Input for this task: Begin

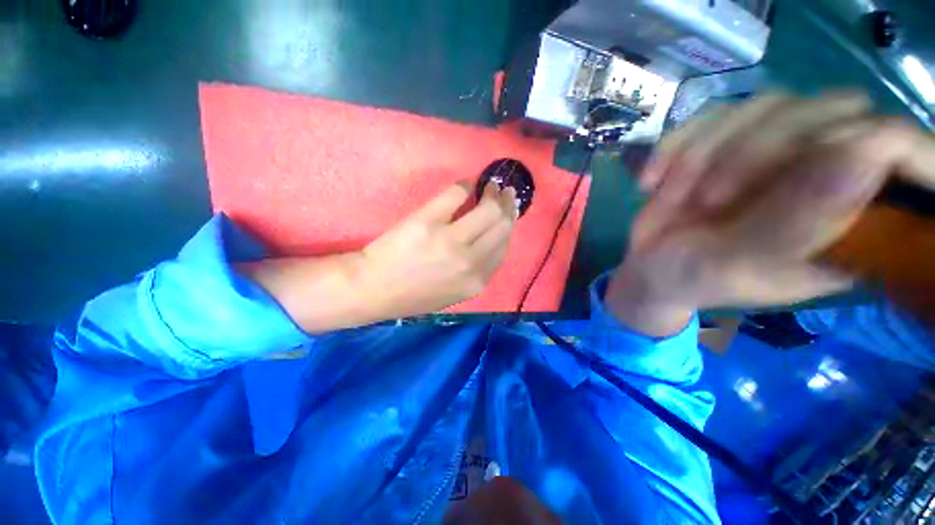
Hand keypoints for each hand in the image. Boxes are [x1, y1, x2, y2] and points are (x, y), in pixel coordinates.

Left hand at [241, 182, 516, 332]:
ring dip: (493, 192)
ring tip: (491, 186)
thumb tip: (493, 237)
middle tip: (504, 193)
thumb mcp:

Input for this task: End

Exercise goal:
Return to the listing above and set it down exactly, leaving out its pictures.

Written response:
Hand keypoints for each hand in the image. Boxes are [x1, y1, x2, y2] and points are (x, y), in pixel coordinates.

Left hand at [241, 182, 516, 332]:
ring dip: (493, 192)
ring tip: (491, 186)
thumb tip: (493, 237)
middle tip: (504, 193)
thumb mcp:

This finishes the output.